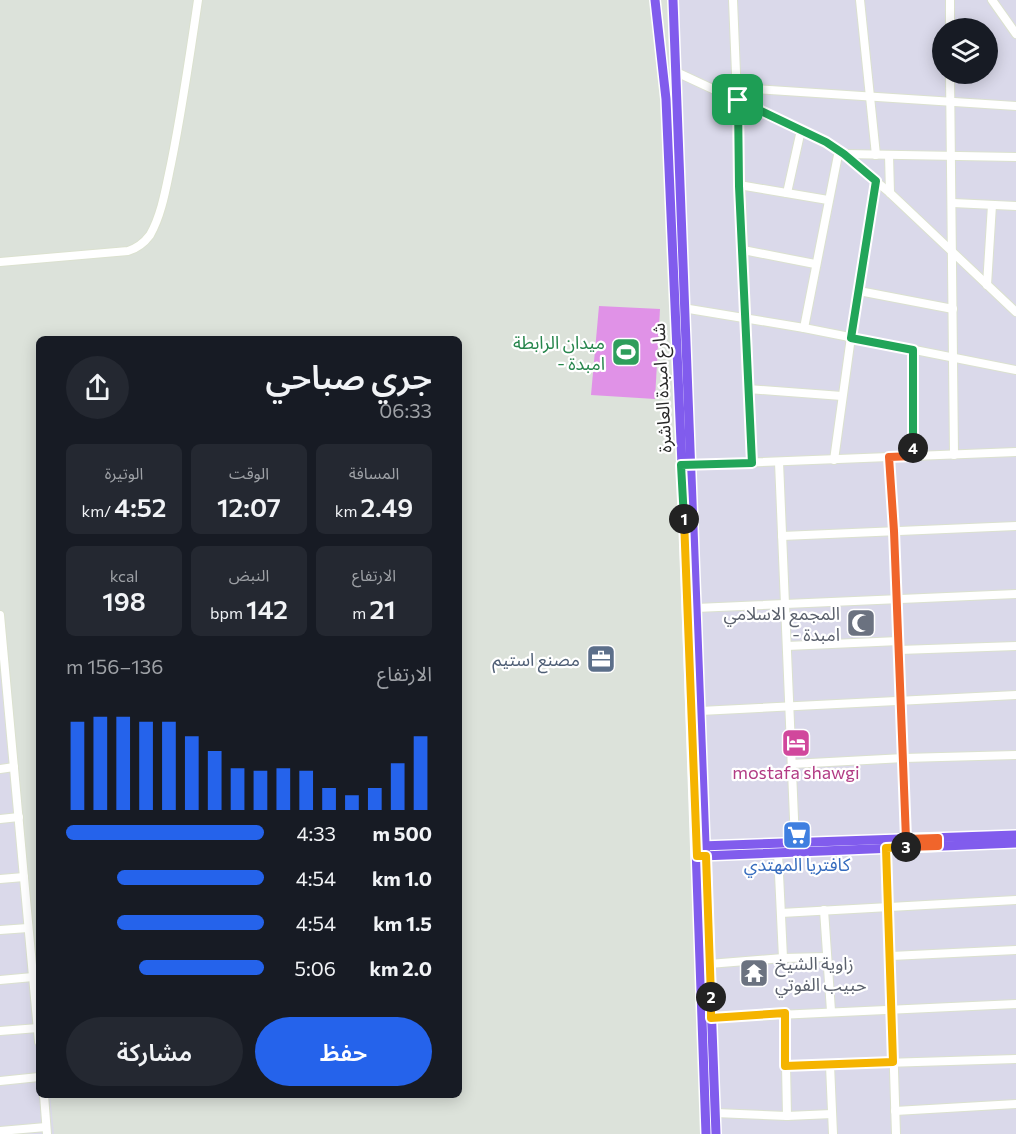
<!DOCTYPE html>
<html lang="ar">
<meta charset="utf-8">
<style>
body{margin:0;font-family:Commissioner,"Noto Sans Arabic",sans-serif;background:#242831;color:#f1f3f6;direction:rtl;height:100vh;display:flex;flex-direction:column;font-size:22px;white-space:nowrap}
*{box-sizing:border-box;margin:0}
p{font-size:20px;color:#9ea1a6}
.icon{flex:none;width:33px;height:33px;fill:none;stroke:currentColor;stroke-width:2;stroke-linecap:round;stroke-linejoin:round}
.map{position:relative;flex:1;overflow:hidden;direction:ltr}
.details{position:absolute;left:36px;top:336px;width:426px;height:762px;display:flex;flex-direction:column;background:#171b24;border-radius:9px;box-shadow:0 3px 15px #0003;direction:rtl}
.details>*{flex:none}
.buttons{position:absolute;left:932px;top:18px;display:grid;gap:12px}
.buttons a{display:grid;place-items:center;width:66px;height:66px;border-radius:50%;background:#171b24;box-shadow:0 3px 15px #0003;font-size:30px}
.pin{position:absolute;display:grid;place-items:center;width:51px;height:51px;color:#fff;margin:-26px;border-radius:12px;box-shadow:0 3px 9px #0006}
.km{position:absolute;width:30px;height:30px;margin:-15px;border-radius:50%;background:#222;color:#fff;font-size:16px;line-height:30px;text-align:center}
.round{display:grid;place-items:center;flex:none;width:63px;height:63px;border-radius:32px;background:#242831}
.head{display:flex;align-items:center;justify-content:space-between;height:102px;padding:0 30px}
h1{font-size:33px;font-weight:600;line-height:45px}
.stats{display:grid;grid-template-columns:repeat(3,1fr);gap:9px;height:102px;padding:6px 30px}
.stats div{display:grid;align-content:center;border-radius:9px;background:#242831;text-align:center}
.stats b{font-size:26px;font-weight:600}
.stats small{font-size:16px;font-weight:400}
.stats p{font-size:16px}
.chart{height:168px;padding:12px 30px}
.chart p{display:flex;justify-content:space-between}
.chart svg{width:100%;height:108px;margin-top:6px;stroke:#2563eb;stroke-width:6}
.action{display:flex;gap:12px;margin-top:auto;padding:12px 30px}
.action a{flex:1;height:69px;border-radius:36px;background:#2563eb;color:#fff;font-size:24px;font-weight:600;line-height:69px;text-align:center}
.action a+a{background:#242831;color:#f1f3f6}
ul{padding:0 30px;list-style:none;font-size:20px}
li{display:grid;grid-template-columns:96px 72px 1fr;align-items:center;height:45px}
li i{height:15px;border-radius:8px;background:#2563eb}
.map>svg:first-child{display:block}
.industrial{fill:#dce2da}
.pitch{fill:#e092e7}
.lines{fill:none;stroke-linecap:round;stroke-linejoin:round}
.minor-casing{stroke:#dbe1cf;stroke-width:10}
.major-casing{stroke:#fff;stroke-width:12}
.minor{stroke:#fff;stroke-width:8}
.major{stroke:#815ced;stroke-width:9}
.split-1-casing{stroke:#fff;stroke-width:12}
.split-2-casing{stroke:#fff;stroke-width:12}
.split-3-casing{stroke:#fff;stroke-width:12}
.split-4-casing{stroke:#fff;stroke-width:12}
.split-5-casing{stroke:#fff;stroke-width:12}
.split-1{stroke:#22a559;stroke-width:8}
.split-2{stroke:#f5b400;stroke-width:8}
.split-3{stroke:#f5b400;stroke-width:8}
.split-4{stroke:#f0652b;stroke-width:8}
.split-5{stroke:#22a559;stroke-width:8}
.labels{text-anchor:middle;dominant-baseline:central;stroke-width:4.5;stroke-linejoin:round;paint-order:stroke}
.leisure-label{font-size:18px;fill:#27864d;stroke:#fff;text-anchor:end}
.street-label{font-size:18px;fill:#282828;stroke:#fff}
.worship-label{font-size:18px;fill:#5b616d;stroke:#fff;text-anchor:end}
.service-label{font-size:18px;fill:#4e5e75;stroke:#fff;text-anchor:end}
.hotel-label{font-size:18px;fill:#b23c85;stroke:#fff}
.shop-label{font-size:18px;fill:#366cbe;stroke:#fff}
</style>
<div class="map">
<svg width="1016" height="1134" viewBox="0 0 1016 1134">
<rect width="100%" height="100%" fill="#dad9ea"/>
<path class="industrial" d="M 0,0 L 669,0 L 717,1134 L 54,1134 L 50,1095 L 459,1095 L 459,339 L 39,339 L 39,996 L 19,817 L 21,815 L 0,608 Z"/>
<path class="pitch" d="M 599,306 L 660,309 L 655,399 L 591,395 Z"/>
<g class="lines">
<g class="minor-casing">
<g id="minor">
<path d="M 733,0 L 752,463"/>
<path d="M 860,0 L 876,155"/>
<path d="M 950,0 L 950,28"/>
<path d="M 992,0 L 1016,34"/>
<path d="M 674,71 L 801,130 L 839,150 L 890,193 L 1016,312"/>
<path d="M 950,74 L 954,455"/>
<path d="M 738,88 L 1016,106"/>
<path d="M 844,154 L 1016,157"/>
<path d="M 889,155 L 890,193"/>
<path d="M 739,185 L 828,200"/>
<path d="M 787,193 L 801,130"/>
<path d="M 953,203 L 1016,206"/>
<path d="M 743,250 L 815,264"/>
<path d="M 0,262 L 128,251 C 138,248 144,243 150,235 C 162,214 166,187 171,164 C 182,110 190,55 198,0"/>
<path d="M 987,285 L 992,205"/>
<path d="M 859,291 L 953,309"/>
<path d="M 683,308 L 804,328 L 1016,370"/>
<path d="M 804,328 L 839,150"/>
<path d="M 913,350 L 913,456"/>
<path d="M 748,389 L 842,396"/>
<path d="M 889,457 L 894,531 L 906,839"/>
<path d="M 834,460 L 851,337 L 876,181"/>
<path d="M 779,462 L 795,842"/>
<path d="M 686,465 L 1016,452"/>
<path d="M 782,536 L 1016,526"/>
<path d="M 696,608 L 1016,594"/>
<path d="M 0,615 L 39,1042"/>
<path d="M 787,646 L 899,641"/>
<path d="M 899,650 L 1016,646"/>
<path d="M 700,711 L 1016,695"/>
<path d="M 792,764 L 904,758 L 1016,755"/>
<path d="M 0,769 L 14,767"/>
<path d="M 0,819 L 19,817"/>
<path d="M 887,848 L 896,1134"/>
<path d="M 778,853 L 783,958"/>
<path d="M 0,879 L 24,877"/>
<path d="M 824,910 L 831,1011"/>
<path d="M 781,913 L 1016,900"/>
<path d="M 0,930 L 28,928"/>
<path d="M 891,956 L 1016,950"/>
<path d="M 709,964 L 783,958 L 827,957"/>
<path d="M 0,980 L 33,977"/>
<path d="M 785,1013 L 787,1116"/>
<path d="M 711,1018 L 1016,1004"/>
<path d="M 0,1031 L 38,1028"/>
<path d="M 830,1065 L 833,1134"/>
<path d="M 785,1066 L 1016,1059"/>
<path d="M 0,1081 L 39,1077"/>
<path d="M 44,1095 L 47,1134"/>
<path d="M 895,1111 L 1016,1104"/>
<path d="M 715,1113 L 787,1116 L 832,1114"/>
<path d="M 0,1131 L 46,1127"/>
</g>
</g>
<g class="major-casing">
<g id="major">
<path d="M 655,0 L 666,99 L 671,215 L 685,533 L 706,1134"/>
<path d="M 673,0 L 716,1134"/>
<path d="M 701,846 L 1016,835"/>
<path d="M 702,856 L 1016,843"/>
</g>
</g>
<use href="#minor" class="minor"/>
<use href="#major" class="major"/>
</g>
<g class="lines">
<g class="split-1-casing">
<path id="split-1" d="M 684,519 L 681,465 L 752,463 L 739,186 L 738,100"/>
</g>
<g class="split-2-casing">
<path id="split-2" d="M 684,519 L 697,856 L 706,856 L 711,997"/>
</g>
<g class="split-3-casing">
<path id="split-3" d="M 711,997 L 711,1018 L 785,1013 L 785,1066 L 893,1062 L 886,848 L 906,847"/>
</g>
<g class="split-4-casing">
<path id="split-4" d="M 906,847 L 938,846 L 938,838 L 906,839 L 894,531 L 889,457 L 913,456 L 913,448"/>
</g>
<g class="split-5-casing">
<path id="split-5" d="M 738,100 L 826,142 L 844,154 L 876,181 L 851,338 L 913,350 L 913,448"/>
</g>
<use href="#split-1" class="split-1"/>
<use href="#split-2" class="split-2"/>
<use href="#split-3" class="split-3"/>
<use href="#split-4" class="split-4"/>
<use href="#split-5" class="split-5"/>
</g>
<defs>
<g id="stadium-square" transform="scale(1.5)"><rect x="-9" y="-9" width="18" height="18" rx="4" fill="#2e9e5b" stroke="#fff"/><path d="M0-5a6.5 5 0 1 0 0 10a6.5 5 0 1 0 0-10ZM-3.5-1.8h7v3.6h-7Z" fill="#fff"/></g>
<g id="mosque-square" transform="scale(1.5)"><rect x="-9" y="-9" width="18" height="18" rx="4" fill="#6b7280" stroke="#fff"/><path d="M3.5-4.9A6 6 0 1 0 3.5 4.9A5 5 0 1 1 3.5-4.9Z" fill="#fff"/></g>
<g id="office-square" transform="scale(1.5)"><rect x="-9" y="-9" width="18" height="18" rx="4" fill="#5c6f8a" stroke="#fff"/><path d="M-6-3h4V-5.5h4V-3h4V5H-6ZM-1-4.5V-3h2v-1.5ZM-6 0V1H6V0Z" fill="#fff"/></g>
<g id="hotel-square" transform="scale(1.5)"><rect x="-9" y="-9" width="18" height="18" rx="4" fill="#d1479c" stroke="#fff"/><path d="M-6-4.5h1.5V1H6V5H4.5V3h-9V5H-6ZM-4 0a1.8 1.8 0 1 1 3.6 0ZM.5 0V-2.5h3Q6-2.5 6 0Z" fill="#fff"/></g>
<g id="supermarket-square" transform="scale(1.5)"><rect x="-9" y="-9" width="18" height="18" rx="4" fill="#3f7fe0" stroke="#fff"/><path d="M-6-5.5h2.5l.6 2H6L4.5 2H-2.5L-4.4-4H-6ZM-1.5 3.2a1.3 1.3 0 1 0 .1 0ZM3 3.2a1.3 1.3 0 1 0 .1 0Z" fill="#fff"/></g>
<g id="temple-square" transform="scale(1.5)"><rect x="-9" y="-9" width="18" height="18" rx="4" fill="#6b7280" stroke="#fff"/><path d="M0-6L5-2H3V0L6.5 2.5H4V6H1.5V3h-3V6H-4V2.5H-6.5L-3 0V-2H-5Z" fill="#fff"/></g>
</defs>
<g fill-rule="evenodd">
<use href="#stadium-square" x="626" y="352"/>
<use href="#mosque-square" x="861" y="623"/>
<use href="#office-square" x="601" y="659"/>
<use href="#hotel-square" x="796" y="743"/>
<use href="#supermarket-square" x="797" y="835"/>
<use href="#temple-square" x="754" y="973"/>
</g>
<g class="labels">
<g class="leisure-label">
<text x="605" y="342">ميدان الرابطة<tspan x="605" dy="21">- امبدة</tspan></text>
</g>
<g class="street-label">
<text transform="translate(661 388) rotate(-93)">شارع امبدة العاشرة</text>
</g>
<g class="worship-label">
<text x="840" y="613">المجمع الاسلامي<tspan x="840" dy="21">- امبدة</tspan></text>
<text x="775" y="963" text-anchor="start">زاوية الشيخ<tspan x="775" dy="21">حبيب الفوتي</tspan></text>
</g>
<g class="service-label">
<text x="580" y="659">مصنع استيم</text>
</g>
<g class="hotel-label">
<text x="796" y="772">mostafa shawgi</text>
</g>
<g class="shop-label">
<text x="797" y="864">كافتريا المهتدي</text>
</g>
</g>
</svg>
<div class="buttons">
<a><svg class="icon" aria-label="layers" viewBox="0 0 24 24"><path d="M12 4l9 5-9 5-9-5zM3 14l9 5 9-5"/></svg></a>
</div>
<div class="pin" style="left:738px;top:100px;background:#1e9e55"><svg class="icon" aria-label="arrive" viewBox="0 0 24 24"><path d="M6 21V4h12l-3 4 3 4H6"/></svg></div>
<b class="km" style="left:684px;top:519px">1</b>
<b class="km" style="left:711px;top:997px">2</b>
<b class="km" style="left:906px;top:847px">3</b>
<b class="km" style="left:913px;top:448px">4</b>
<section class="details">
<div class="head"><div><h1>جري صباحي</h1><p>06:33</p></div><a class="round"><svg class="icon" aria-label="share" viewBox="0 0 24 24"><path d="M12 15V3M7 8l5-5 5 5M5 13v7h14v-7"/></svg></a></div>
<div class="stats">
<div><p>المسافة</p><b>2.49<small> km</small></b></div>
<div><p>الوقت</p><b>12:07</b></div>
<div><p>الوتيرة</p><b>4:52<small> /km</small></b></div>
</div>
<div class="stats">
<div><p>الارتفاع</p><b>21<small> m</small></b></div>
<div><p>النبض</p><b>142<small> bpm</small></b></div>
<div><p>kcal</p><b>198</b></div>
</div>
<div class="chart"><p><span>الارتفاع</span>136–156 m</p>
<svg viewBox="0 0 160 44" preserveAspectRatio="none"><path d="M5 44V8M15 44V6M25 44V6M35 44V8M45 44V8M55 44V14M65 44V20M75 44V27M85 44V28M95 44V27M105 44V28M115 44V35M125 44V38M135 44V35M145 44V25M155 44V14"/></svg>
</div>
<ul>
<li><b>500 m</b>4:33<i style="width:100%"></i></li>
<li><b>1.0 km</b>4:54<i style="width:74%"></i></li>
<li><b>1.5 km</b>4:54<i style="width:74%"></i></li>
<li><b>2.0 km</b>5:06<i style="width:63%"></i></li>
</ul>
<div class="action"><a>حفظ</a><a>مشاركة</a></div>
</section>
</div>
::::
THE PROBLEM
For each line in the records that holds "mosque", show that line as it stands.

OUTPUT FOR THIS EXERCISE
<g id="mosque-square" transform="scale(1.5)"><rect x="-9" y="-9" width="18" height="18" rx="4" fill="#6b7280" stroke="#fff"/><path d="M3.5-4.9A6 6 0 1 0 3.5 4.9A5 5 0 1 1 3.5-4.9Z" fill="#fff"/></g>
<use href="#mosque-square" x="861" y="623"/>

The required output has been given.